Critics have pounced on the U.S. court ruling. “What is terrifying is not just the radical nature of the statement: that government can do nothing to combat the single greatest public health threat of our time,” write Garrett Epps, a professor of constitutional law at the University of Baltimore, in the Atlantic magazine. “I yield to no one in my devotion to free speech. But a legal system that can't differentiate between political opinion and the sale of cigarettes has forfeited any claim to relevance to the nation it supposedly serves.”
The U.S. case may go to the U.S Supreme Court.
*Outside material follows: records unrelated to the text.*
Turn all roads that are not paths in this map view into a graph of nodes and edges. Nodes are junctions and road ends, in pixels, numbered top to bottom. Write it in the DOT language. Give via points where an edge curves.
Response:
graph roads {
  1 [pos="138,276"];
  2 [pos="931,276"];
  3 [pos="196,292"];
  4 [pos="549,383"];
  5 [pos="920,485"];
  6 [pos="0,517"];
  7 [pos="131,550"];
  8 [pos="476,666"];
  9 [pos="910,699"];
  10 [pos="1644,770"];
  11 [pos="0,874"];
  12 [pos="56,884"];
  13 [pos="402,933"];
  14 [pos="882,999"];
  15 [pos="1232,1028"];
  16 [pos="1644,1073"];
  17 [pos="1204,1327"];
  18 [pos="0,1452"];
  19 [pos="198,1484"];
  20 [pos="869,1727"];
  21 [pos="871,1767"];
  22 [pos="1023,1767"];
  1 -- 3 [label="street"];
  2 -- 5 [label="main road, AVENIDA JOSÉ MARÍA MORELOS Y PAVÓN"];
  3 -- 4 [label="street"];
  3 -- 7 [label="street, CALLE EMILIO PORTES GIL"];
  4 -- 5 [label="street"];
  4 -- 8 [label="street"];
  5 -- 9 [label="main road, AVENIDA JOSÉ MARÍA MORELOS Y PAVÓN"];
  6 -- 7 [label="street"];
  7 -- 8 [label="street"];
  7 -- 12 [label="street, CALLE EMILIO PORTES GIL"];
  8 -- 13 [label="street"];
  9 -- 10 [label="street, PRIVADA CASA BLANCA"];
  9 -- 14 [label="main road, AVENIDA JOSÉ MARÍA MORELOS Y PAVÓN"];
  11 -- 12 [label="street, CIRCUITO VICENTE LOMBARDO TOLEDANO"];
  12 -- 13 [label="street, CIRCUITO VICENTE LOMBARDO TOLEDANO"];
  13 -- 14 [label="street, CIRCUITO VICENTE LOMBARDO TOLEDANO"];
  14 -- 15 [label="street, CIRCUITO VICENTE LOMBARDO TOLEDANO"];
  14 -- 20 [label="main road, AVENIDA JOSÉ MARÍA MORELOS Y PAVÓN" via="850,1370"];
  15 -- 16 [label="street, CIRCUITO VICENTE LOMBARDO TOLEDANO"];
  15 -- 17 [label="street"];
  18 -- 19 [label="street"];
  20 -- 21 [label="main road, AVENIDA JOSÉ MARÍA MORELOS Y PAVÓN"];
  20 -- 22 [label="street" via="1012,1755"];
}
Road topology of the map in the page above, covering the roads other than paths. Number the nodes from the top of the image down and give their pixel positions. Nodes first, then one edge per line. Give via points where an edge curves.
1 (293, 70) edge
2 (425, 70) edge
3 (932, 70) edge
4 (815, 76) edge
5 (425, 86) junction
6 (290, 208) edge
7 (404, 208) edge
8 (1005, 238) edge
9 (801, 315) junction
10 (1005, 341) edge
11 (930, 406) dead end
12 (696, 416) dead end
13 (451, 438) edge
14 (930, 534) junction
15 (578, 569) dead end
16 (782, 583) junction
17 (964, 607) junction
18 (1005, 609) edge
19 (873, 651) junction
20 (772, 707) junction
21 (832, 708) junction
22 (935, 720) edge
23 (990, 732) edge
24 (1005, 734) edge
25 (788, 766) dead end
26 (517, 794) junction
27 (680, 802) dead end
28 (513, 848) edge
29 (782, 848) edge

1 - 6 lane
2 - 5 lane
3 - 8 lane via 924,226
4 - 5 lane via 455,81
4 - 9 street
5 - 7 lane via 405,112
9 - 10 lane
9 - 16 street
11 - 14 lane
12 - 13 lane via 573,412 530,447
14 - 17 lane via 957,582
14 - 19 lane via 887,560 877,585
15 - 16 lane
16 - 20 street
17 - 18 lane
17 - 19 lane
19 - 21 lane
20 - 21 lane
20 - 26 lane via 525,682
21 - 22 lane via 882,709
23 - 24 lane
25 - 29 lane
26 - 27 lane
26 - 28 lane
Australian government officials celebrated the high court ruling against the companies. “This is a victory for all those families who have lost someone to tobacco-related illness,” Nicola Roxon, Australia’s attorney-general, and Tanya Plibersek, Australia’s health minister, said in a statement. “No longer when a smoker pulls out a packet of cigarettes will that packet be a mobile billboard.”
But the Australian act still faces legal battles. Philip Morris Asia, which recently moved its headquarters to Hong Kong, has now challenged the ruling at the World Trade Organization (WTO) under the 1993 Bilateral Investment Treaty between Australia and Hong Kong.
“(T)he almost comic attempt to get mileage out of the treaty (moving from Australia to Hong Kong in order to complain that it was being discriminated against because it was from Hong Kong) masks a broader, more serious attempt to turn trade treaties into instruments that allow corporations to sue governments,” wrote Peter Martin in the Sydney Morning Herald. “The World Trade Organisation allows no such thing. Its disputes settlement procedure allows a nation to haul another nation before a disputes settlements panel, but not corporations to do so.”
They are not the only ones – the Dominican Republic, Honduras and Ukraine are also taking Australia to the WTO.
The European Union and the United Kingdom are also currently considering similar rules on plain packaging and graphic warning for tobacco sales.